Видение мое было правдой от начала до конца. Страшный сон сбылся наяву еще горшей трагикомедией, безысходной, тяжкой, гнетущей; в ее лабиринтах я запутался, и она поглощает меня. Вот то, что есть; значит, вот то, что будет: эксплуатация до полного изнеможения, до последнего вздоха и нерушимой смерти.
Я отыскал Мари. Когда я один, я не чувствую себя таким обезоруженным. Мы смотрим на празднество, на блестящую, победоносную шумиху, баронесса примечает меня, улыбается, подзывает. Когда я подхожу, она в присутствии всех говорит мне что-то лестное о моем пребывании на фронте. Она в черном бархате, седые волосы уложены короной. Двадцать пять лет вассальства сгибают меня перед ней и сковывают молчанием. Я кланяюсь так же почтительно – против своей воли – Гозланам: ведь власть их надо мной неограниченна, и они дают Мари пособие, без которого нельзя было бы прилично жить. Я только человек.
Тюдор, под Артуа раненный в глаза, переминается в нерешительности. Баронесса приютила его в кухне при замке.
– Как она добра к раненым, – говорят вокруг меня. – Поистине благодетельница!
Теперь я говорю громко:
– Вот кто благодетель.
И показываю на обломок, в который превратился всем нам знакомый юноша, на жалкое, слепое двуногое существо, моргающее на свету глазами; а он, беспомощный среди праздничной сутолоки, прислонился к дереву, как к позорному столбу.
– Да, да, пожалуй… – робко бормочут люди вокруг меня и тоже моргают глазами, как будто лицо несчастного благодетеля ослепило их запоздалым светом.
Но запели фанфары, и за всплеском звуков никто не услышал слов этих людей, и даже они сами не услышали себя. Триумфальный марш несется мощным материальным порывом: «Вперед! Не спрашивай!» Присутствующие захлебываются музыкой и рукоплещут.
Празднество подходит к концу. Тот, кто сидел, встает. Фонтан спросонья беспомощно пытается надеть цилиндр, слишком тесный для его головы, он крутит его, точно привинчивает, и гримасничает. Потом он улыбается беззубым ртом. Рукопожатия, поздравления. Все эти люди крепко держатся друг за друга. Причастившись патриотизму, они вернутся к своим делам и забавам, прославленные в эгоизме, освященные, принаряженные, и смелее чем когда-либо отождествят свою личную выгоду с общим делом и скажут: «Мы!»
Брисбиль, увидев одного из ораторов, проходившего мимо нас, метнул на него свирепый взгляд, крикнул: «Брехун!» – и грубо выругался.

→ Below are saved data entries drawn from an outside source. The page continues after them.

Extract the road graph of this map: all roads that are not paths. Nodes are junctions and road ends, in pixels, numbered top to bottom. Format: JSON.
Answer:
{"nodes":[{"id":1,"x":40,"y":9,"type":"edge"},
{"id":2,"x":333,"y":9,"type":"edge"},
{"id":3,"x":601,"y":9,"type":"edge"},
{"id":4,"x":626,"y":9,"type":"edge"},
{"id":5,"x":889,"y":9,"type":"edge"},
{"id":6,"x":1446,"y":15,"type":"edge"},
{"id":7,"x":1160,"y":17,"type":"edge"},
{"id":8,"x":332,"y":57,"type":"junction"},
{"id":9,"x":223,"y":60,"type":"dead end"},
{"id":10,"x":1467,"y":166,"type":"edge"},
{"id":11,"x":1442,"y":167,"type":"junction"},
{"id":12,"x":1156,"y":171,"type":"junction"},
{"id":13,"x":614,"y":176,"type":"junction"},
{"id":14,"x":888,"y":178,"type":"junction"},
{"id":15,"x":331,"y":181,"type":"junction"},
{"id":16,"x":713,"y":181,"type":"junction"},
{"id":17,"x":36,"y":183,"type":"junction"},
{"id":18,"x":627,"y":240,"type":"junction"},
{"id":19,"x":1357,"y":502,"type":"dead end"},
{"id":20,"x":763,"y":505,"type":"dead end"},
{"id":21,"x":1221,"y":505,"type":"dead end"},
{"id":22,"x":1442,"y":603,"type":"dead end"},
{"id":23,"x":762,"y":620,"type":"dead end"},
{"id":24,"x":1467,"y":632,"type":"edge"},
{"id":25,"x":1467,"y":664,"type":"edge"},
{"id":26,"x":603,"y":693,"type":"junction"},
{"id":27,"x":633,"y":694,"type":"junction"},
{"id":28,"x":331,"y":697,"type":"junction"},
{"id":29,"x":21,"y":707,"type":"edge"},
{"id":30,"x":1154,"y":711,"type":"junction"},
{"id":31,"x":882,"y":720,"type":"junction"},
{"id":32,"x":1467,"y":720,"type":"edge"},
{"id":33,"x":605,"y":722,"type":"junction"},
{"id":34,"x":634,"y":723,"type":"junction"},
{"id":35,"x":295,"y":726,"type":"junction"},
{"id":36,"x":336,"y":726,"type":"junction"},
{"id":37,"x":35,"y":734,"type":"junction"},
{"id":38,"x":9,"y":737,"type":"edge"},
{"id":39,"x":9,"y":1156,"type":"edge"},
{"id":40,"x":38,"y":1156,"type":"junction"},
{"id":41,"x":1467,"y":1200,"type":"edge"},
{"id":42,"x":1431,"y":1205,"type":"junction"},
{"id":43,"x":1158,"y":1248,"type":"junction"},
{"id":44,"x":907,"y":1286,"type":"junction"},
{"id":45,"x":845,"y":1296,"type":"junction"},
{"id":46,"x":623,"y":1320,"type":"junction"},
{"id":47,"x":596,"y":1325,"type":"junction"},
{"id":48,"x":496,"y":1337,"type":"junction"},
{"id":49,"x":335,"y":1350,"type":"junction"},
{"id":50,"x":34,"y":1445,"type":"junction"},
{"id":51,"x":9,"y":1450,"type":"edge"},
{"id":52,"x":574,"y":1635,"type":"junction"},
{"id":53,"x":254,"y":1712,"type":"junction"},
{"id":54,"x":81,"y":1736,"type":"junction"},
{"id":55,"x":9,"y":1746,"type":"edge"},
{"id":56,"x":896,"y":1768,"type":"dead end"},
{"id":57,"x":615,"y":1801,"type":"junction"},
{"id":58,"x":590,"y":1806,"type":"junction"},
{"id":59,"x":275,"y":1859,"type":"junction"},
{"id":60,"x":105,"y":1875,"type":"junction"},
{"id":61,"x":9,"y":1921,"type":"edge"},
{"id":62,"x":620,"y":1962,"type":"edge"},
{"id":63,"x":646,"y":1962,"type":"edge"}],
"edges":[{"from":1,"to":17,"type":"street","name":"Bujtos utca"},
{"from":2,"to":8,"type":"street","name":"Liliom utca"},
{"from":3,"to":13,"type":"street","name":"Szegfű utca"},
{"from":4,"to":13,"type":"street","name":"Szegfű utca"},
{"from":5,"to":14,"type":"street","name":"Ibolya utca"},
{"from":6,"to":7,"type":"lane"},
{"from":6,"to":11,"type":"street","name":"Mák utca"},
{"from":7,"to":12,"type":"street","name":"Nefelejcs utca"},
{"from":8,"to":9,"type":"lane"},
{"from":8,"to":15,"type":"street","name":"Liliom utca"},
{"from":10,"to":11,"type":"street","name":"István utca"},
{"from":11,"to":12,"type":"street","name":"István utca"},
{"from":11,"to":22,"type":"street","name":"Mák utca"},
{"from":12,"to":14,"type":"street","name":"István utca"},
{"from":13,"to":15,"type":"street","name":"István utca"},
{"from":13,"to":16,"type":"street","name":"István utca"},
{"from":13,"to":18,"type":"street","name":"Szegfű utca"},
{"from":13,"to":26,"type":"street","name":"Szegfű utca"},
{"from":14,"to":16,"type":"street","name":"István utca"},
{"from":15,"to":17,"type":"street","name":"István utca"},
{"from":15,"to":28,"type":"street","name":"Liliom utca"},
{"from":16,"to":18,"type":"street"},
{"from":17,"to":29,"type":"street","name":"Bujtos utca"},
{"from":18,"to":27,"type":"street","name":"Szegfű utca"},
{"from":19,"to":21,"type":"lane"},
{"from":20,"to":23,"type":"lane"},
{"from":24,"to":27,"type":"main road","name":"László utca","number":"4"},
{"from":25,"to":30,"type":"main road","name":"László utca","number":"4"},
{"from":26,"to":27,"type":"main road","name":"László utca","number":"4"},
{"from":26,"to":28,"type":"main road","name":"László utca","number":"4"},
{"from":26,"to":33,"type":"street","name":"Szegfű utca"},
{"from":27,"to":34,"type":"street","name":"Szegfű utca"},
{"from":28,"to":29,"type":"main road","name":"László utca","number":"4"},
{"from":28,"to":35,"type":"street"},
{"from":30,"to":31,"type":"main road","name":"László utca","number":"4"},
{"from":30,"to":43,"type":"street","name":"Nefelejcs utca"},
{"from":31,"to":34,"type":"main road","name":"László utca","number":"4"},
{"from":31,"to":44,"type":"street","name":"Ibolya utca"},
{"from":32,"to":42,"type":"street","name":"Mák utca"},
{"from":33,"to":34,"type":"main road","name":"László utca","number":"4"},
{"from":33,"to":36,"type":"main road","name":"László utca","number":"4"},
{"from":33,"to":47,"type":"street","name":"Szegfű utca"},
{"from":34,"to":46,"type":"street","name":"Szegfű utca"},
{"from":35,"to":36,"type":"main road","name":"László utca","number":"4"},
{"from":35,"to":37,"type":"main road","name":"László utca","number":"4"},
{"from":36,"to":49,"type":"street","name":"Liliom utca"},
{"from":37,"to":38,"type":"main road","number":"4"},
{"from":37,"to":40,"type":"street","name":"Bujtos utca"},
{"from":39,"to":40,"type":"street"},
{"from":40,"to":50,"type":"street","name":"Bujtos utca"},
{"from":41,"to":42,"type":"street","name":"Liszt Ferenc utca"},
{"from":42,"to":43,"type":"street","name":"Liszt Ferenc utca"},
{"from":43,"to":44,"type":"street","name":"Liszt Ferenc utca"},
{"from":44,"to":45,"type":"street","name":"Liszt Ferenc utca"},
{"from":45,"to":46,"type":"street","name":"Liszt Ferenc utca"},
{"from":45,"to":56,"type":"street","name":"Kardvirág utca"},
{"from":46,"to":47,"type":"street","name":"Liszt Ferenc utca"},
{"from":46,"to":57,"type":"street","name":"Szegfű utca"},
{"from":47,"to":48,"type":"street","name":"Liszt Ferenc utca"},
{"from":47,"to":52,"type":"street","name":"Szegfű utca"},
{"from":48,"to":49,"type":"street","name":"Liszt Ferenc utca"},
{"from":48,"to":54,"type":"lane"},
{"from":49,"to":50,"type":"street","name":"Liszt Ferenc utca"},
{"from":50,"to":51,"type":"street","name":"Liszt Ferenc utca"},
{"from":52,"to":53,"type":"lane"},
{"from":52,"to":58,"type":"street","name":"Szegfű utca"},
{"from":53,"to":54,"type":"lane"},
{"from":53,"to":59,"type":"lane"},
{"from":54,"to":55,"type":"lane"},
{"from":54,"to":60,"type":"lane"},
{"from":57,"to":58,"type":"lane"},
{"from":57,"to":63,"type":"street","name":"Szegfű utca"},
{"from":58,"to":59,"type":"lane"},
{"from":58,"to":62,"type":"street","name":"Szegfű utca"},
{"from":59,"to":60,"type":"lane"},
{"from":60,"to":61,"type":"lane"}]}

Заревели медные трубы; мы видели только, как он разевает рот, и г-н Мьельвак весело притоптывает. Мьельвак был признан негодным к военной службе, теперь он призывается… Этот экспедитор совсем уже высох, изможден, сгорбился от многолетней работы без отдыха, он обтрепан, пальто в заплатах, побелевшие места на сукне закрашены чернилами. Он сегодня особенно жалок. Он показывает на Брисбиля, которому музыка зажала рот, и, покатываясь со смеху, кричит мне прямо в ухо:
– Он как будто поет!
Лицо г-жи Маркасен точно окаменело, постоянная мысль об утраченном исказила черты этого лица. Она аплодирует, она тоже! И лицо ее вспыхивает и гаснет, как лампа. Потому ли только, что сегодня внимание сосредоточено на ней?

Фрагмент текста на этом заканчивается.